Childish

We live on a finite planet. We can’t just keep adding 75 million people a year to the human population while also increasing the average resource consumption per person without collapsing the biological systems that support us. 

Current projections have the world population rising another 2-2.5 billion in the next 40 years to peak around 9 billion before beginning a gradual descent. But that is likely too be too little, too late. We are already well above the population carrying capacity of the world; we are consuming not only the natural resources we need but degrading the ability of the world to produce more resources that we can consume. Barring some technological miracle, the human population will start to fall. The only question is whether we manage the process by lowering our birthrates to significantly below the replacement level (2.1), which has already happened in many developed countries, or we wait until its too late and collapse is forced on us. 
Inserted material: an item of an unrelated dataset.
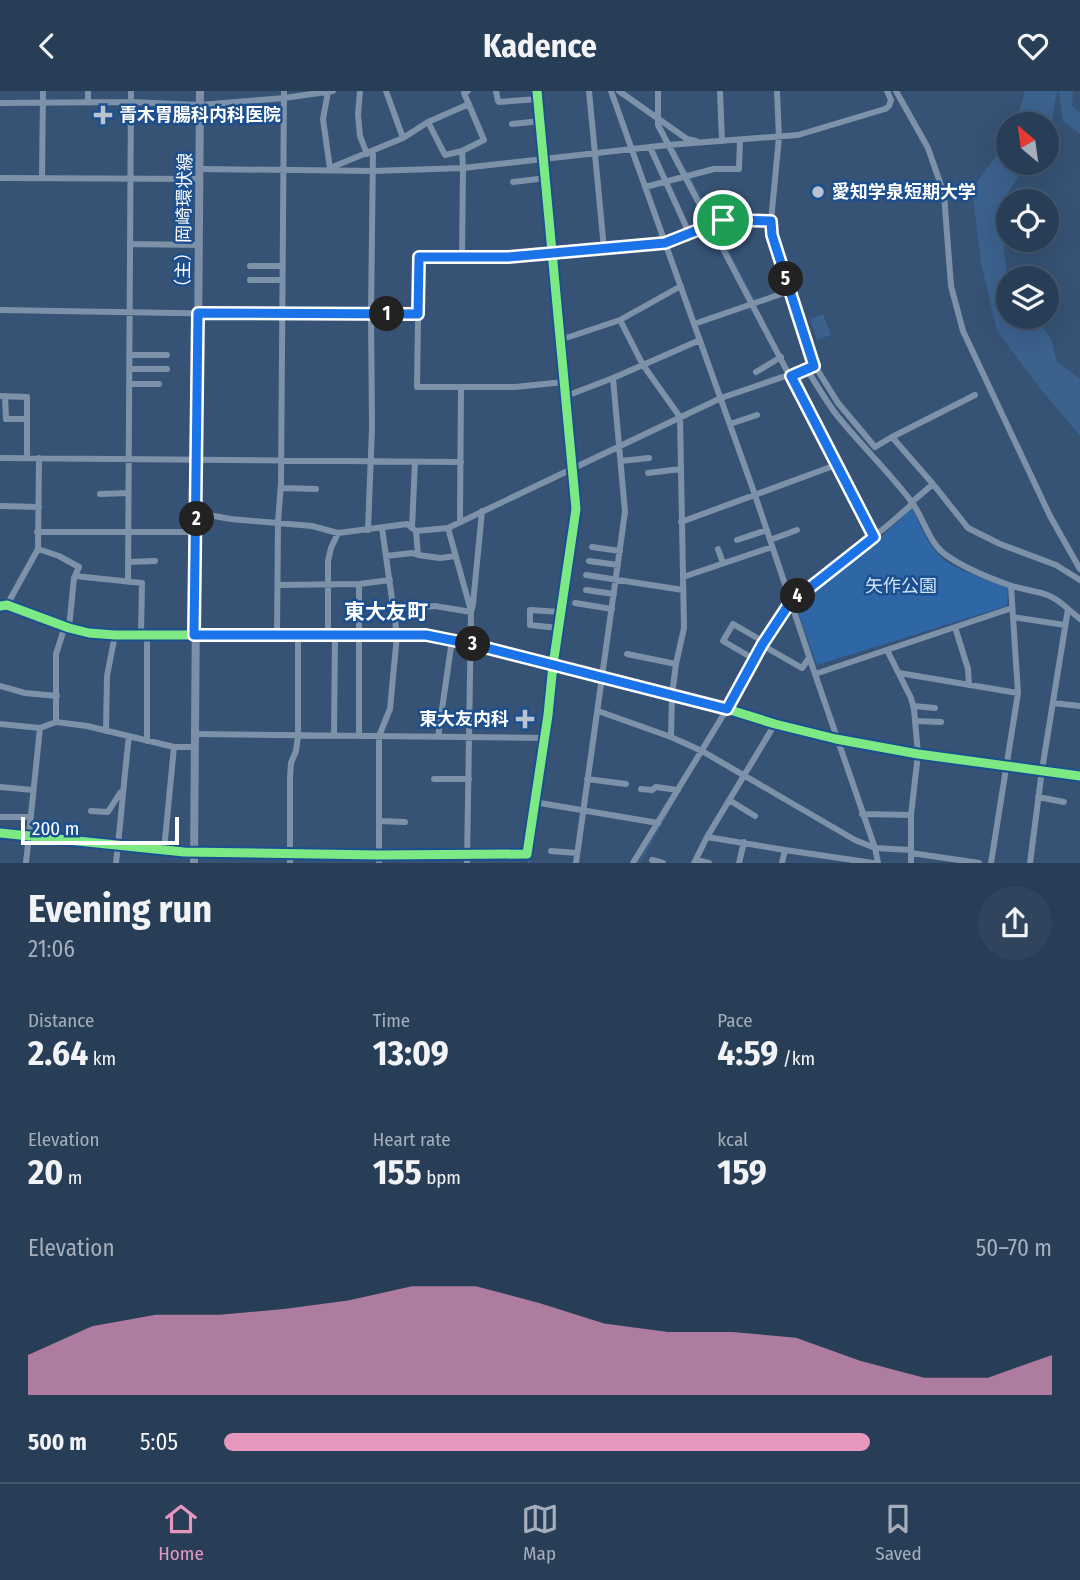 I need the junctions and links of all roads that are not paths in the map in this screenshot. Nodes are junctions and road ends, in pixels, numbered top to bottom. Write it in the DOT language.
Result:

Which is why it is such a shame that we can’t even talk about population management in our politics. Even the Greens’ policy to “Ensure that all potential and existing parents have full and free access to family planning services so that informed decisions about the number and spacing of children can be made by the parents concerned” has come in for attack as if it was some kind of call for a One-child policy. I expect that kind of reactionary, head-in-the-sand garbage that National and ACT came out with from them but the Maori Party disappointed me. There is also a long history of population management among Polynesian peoples and we can look to Polynesia for the classic example of what happens when population exceeds carrying capacity: Easter Island. I would have thought the Maori Party might have a more mature attitude to the need for our population to be in harmony with our environment.

The Greens do not, and would not, propose any kind of compulsory limits on birthrates. Like all Green politics at heart, the Greens’ population policy is about informing people and encouraging them to take responsibility to the consequences of their choices. It’s a tragedy that our political discourse is not mature enough to have that conversation.